== Segment start ==

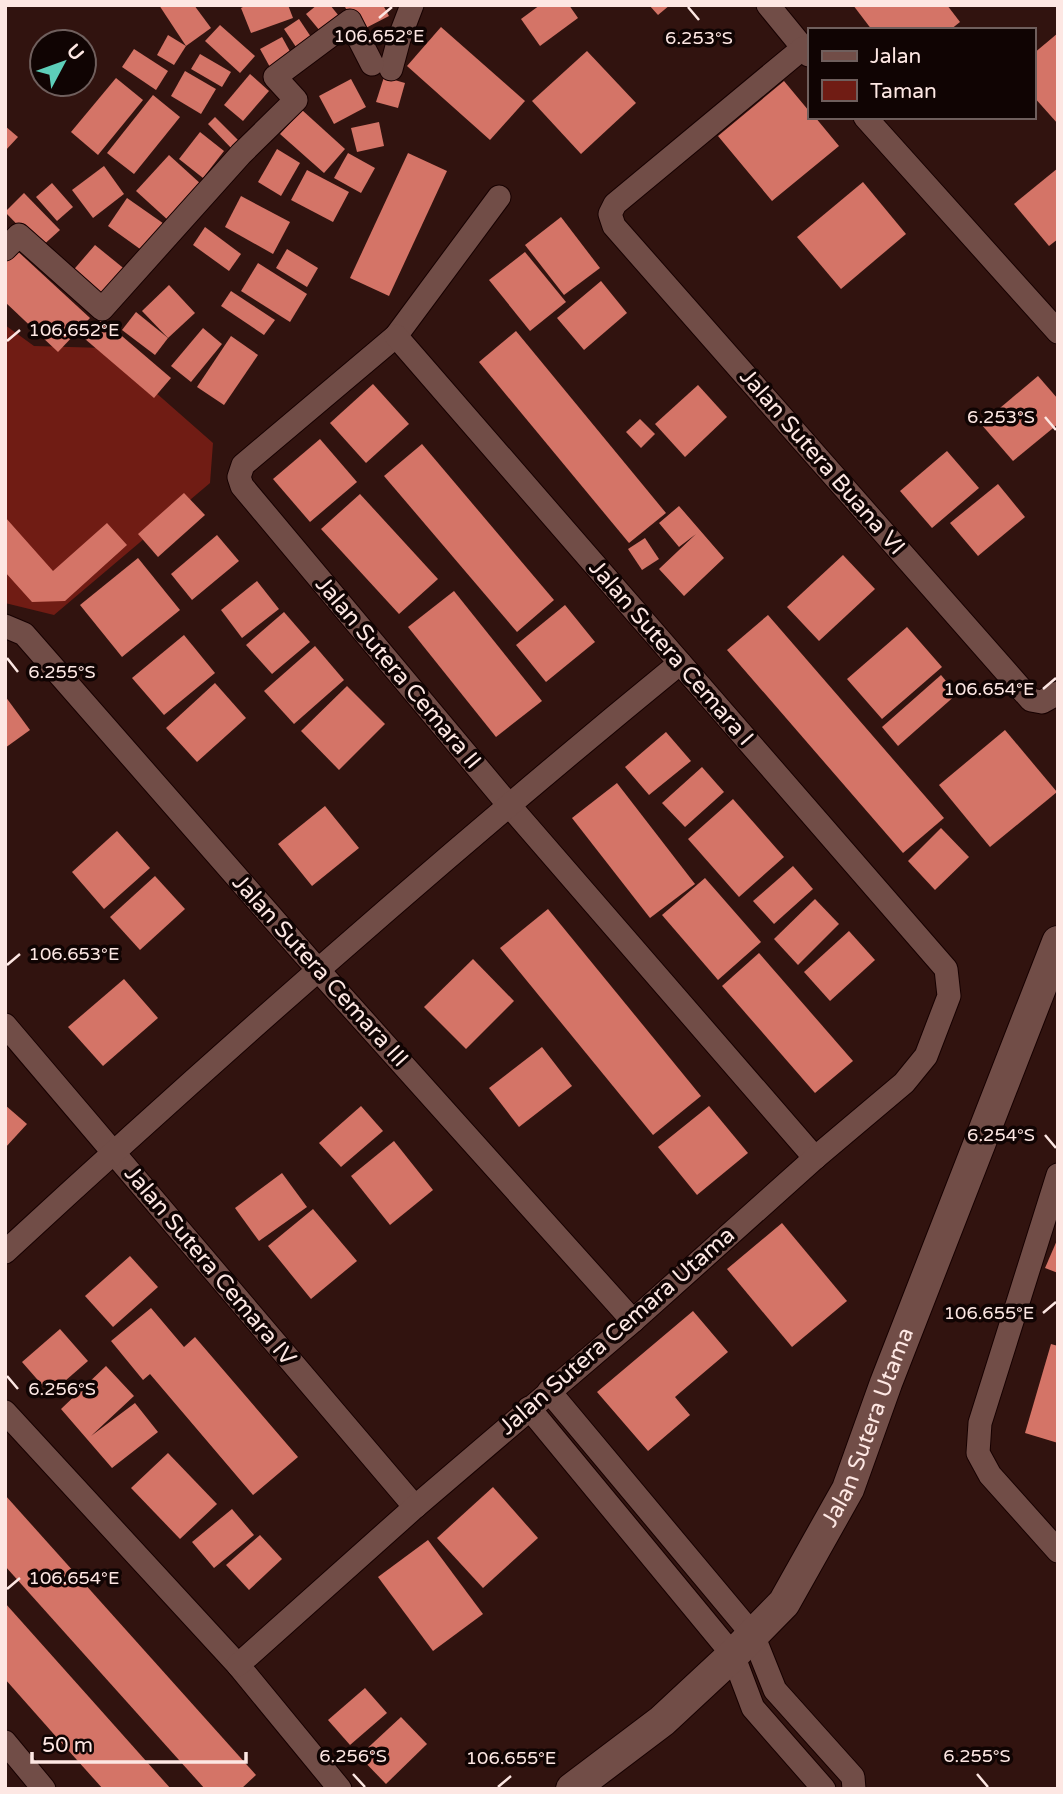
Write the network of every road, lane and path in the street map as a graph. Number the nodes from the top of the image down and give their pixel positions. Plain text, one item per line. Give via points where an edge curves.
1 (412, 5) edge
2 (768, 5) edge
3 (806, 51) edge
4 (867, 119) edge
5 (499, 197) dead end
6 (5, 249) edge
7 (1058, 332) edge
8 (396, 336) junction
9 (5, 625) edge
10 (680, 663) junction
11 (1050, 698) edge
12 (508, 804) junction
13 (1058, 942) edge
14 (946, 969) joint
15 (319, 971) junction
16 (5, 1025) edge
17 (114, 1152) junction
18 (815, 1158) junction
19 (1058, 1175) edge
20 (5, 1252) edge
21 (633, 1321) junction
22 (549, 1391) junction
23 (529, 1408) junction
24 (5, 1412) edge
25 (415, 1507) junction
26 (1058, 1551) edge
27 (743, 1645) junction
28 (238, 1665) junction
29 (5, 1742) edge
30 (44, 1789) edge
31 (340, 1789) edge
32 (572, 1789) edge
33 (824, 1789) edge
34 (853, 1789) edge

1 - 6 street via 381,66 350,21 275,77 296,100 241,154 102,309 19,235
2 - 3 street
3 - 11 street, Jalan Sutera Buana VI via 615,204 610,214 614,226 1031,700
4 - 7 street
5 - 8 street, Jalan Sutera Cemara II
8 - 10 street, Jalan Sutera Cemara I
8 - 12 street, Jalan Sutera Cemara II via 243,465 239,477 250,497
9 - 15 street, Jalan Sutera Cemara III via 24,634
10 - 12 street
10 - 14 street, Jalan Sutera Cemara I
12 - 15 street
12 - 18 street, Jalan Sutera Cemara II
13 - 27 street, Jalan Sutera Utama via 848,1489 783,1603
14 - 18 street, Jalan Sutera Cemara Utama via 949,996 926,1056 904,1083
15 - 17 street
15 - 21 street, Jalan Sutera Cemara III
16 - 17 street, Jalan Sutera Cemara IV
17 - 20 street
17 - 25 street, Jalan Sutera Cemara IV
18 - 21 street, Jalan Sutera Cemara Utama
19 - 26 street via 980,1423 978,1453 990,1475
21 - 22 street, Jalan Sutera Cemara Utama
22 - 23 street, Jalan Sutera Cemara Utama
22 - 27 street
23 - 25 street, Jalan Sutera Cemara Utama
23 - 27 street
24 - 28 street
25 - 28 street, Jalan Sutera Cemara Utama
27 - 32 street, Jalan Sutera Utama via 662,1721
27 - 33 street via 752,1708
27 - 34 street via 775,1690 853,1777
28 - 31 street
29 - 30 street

== Segment end ==

● **Task prompt**: Return the records word for word, leaving every picture out of the copy.

● **Answer to this exercise**:
Write the network of every road, lane and path in the street map as a graph. Number the nodes from the top of the image down and give their pixel positions. Plain text, one item per line. Give via points where an edge curves.
1 (412, 5) edge
2 (768, 5) edge
3 (806, 51) edge
4 (867, 119) edge
5 (499, 197) dead end
6 (5, 249) edge
7 (1058, 332) edge
8 (396, 336) junction
9 (5, 625) edge
10 (680, 663) junction
11 (1050, 698) edge
12 (508, 804) junction
13 (1058, 942) edge
14 (946, 969) joint
15 (319, 971) junction
16 (5, 1025) edge
17 (114, 1152) junction
18 (815, 1158) junction
19 (1058, 1175) edge
20 (5, 1252) edge
21 (633, 1321) junction
22 (549, 1391) junction
23 (529, 1408) junction
24 (5, 1412) edge
25 (415, 1507) junction
26 (1058, 1551) edge
27 (743, 1645) junction
28 (238, 1665) junction
29 (5, 1742) edge
30 (44, 1789) edge
31 (340, 1789) edge
32 (572, 1789) edge
33 (824, 1789) edge
34 (853, 1789) edge

1 - 6 street via 381,66 350,21 275,77 296,100 241,154 102,309 19,235
2 - 3 street
3 - 11 street, Jalan Sutera Buana VI via 615,204 610,214 614,226 1031,700
4 - 7 street
5 - 8 street, Jalan Sutera Cemara II
8 - 10 street, Jalan Sutera Cemara I
8 - 12 street, Jalan Sutera Cemara II via 243,465 239,477 250,497
9 - 15 street, Jalan Sutera Cemara III via 24,634
10 - 12 street
10 - 14 street, Jalan Sutera Cemara I
12 - 15 street
12 - 18 street, Jalan Sutera Cemara II
13 - 27 street, Jalan Sutera Utama via 848,1489 783,1603
14 - 18 street, Jalan Sutera Cemara Utama via 949,996 926,1056 904,1083
15 - 17 street
15 - 21 street, Jalan Sutera Cemara III
16 - 17 street, Jalan Sutera Cemara IV
17 - 20 street
17 - 25 street, Jalan Sutera Cemara IV
18 - 21 street, Jalan Sutera Cemara Utama
19 - 26 street via 980,1423 978,1453 990,1475
21 - 22 street, Jalan Sutera Cemara Utama
22 - 23 street, Jalan Sutera Cemara Utama
22 - 27 street
23 - 25 street, Jalan Sutera Cemara Utama
23 - 27 street
24 - 28 street
25 - 28 street, Jalan Sutera Cemara Utama
27 - 32 street, Jalan Sutera Utama via 662,1721
27 - 33 street via 752,1708
27 - 34 street via 775,1690 853,1777
28 - 31 street
29 - 30 street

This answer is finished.